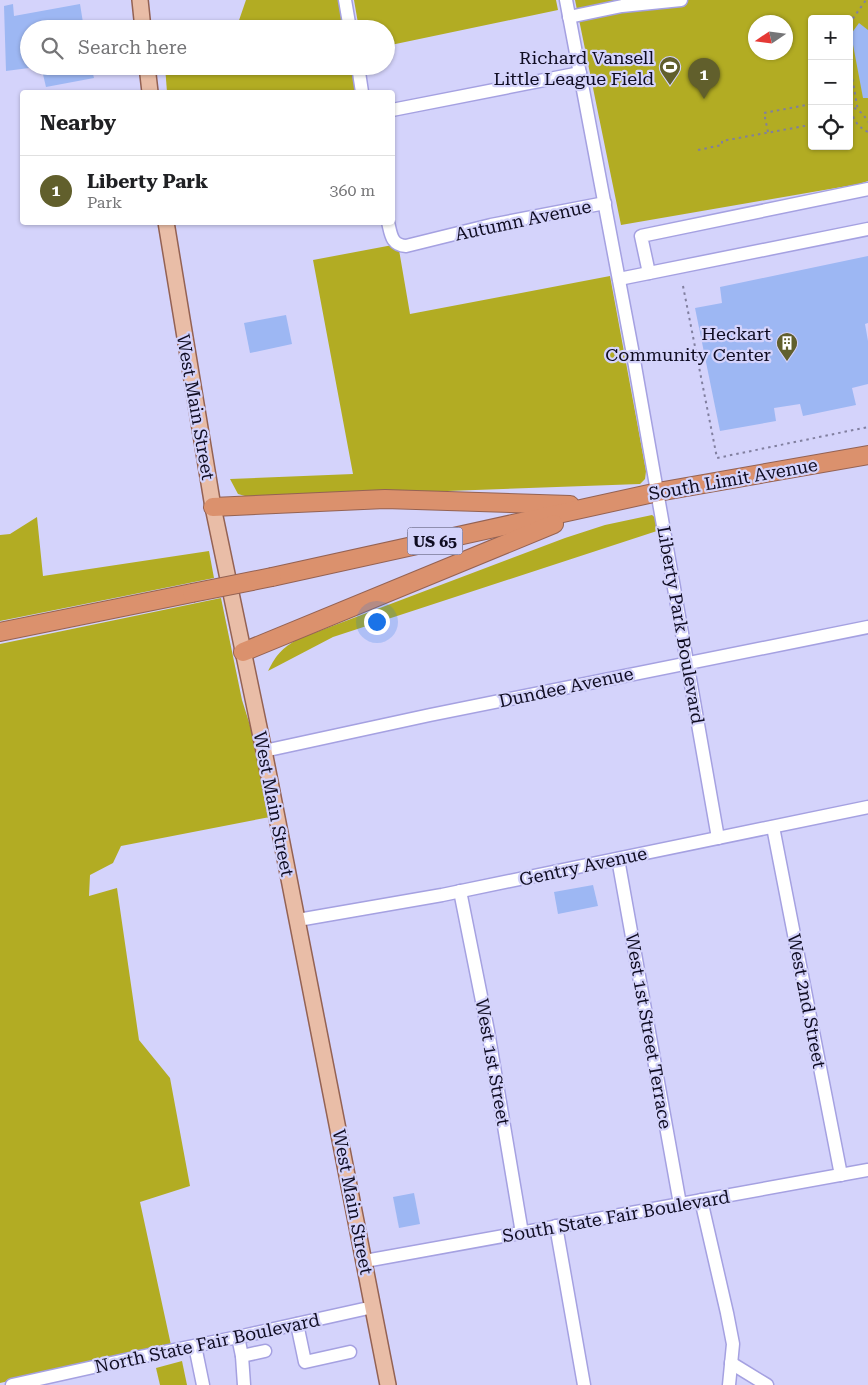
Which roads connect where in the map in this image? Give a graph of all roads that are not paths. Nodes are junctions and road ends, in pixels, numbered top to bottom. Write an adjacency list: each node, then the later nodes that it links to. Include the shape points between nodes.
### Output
1 (140, 0): 7 (main road)
2 (345, 0): 8 (street)
3 (566, 0): 6 (street, Liberty Park Boulevard)
4 (681, 0): 5 (street)
5 (623, 3): 6 (street)
6 (569, 16): 9 (street, Liberty Park Boulevard)
7 (142, 20)
8 (348, 20)
9 (580, 73): 14 (street); 16 (street, Liberty Park Boulevard)
10 (148, 75): 12 (main road)
11 (359, 75): 13 (street)
12 (150, 90)
13 (362, 90)
14 (395, 109)
15 (868, 189): 20 (street, via 642,236)
16 (605, 203): 18 (street, Autumn Avenue, via 402,246 393,241); 21 (street, Liberty Park Boulevard)
17 (166, 225): 25 (main road, West Main Street)
18 (389, 225)
19 (868, 228): 20 (street)
20 (650, 273): 21 (street)
21 (619, 279): 23 (street, Liberty Park Boulevard)
22 (868, 454): 23 (highway, South Limit Avenue / US 65)
23 (658, 492): 24 (highway, South Limit Avenue / US 65); 29 (street, Liberty Park Boulevard)
24 (598, 506): 25 (highway, via 385,499); 27 (highway, US 65, bridge); 28 (highway)
25 (213, 507): 28 (main road, West Main Street)
26 (868, 627): 29 (street, Dundee Avenue)
27 (0, 632)
28 (243, 652): 30 (main road, West Main Street)
29 (688, 662): 30 (street, Dundee Avenue); 33 (street, Liberty Park Boulevard)
30 (264, 751): 36 (main road, West Main Street)
31 (868, 807): 32 (street, Gentry Avenue)
32 (773, 827): 33 (street, Gentry Avenue); 38 (street, West 2nd Street)
33 (718, 838): 34 (street, Gentry Avenue)
34 (618, 859): 35 (street, Gentry Avenue); 40 (street, West 1st Street Terrace)
35 (460, 891): 36 (street, Gentry Avenue); 42 (street, West 1st Street, via 488,1031)
36 (298, 920): 43 (main road, West Main Street)
37 (868, 1170): 38 (street, South State Fair Boulevard)
38 (841, 1175): 39 (street, South State Fair Boulevard)
39 (701, 1200): 40 (street, South State Fair Boulevard); 51 (street, via 733,1344)
40 (680, 1204): 41 (street, South State Fair Boulevard)
41 (556, 1226): 42 (street, South State Fair Boulevard); 56 (street)
42 (522, 1233): 43 (street, South State Fair Boulevard)
43 (365, 1261): 44 (main road, West Main Street)
44 (373, 1307): 45 (street, North State Fair Boulevard); 55 (main road, West Main Street)
45 (297, 1324): 46 (street, North State Fair Boulevard); 49 (street, via 305,1362)
46 (238, 1337): 47 (street, North State Fair Boulevard); 50 (street)
47 (195, 1346): 52 (street, North State Fair Boulevard); 53 (street)
48 (266, 1351): 50 (street)
49 (350, 1352)
50 (242, 1356): 54 (street)
51 (731, 1363): 57 (street); 58 (street)
52 (12, 1385)
53 (203, 1385)
54 (244, 1385)
55 (388, 1385)
56 (584, 1385)
57 (729, 1385)
58 (767, 1385)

----

(ACTION ITEM) All of the material above goes into the copy exactly as is; the pictures do not.

(OUTPUT OF THE EXERCISE)
Which roads connect where in the map in this image? Give a graph of all roads that are not paths. Nodes are junctions and road ends, in pixels, numbered top to bottom. Write an adjacency list: each node, then the later nodes that it links to. Include the shape points between nodes.
### Output
1 (140, 0): 7 (main road)
2 (345, 0): 8 (street)
3 (566, 0): 6 (street, Liberty Park Boulevard)
4 (681, 0): 5 (street)
5 (623, 3): 6 (street)
6 (569, 16): 9 (street, Liberty Park Boulevard)
7 (142, 20)
8 (348, 20)
9 (580, 73): 14 (street); 16 (street, Liberty Park Boulevard)
10 (148, 75): 12 (main road)
11 (359, 75): 13 (street)
12 (150, 90)
13 (362, 90)
14 (395, 109)
15 (868, 189): 20 (street, via 642,236)
16 (605, 203): 18 (street, Autumn Avenue, via 402,246 393,241); 21 (street, Liberty Park Boulevard)
17 (166, 225): 25 (main road, West Main Street)
18 (389, 225)
19 (868, 228): 20 (street)
20 (650, 273): 21 (street)
21 (619, 279): 23 (street, Liberty Park Boulevard)
22 (868, 454): 23 (highway, South Limit Avenue / US 65)
23 (658, 492): 24 (highway, South Limit Avenue / US 65); 29 (street, Liberty Park Boulevard)
24 (598, 506): 25 (highway, via 385,499); 27 (highway, US 65, bridge); 28 (highway)
25 (213, 507): 28 (main road, West Main Street)
26 (868, 627): 29 (street, Dundee Avenue)
27 (0, 632)
28 (243, 652): 30 (main road, West Main Street)
29 (688, 662): 30 (street, Dundee Avenue); 33 (street, Liberty Park Boulevard)
30 (264, 751): 36 (main road, West Main Street)
31 (868, 807): 32 (street, Gentry Avenue)
32 (773, 827): 33 (street, Gentry Avenue); 38 (street, West 2nd Street)
33 (718, 838): 34 (street, Gentry Avenue)
34 (618, 859): 35 (street, Gentry Avenue); 40 (street, West 1st Street Terrace)
35 (460, 891): 36 (street, Gentry Avenue); 42 (street, West 1st Street, via 488,1031)
36 (298, 920): 43 (main road, West Main Street)
37 (868, 1170): 38 (street, South State Fair Boulevard)
38 (841, 1175): 39 (street, South State Fair Boulevard)
39 (701, 1200): 40 (street, South State Fair Boulevard); 51 (street, via 733,1344)
40 (680, 1204): 41 (street, South State Fair Boulevard)
41 (556, 1226): 42 (street, South State Fair Boulevard); 56 (street)
42 (522, 1233): 43 (street, South State Fair Boulevard)
43 (365, 1261): 44 (main road, West Main Street)
44 (373, 1307): 45 (street, North State Fair Boulevard); 55 (main road, West Main Street)
45 (297, 1324): 46 (street, North State Fair Boulevard); 49 (street, via 305,1362)
46 (238, 1337): 47 (street, North State Fair Boulevard); 50 (street)
47 (195, 1346): 52 (street, North State Fair Boulevard); 53 (street)
48 (266, 1351): 50 (street)
49 (350, 1352)
50 (242, 1356): 54 (street)
51 (731, 1363): 57 (street); 58 (street)
52 (12, 1385)
53 (203, 1385)
54 (244, 1385)
55 (388, 1385)
56 (584, 1385)
57 (729, 1385)
58 (767, 1385)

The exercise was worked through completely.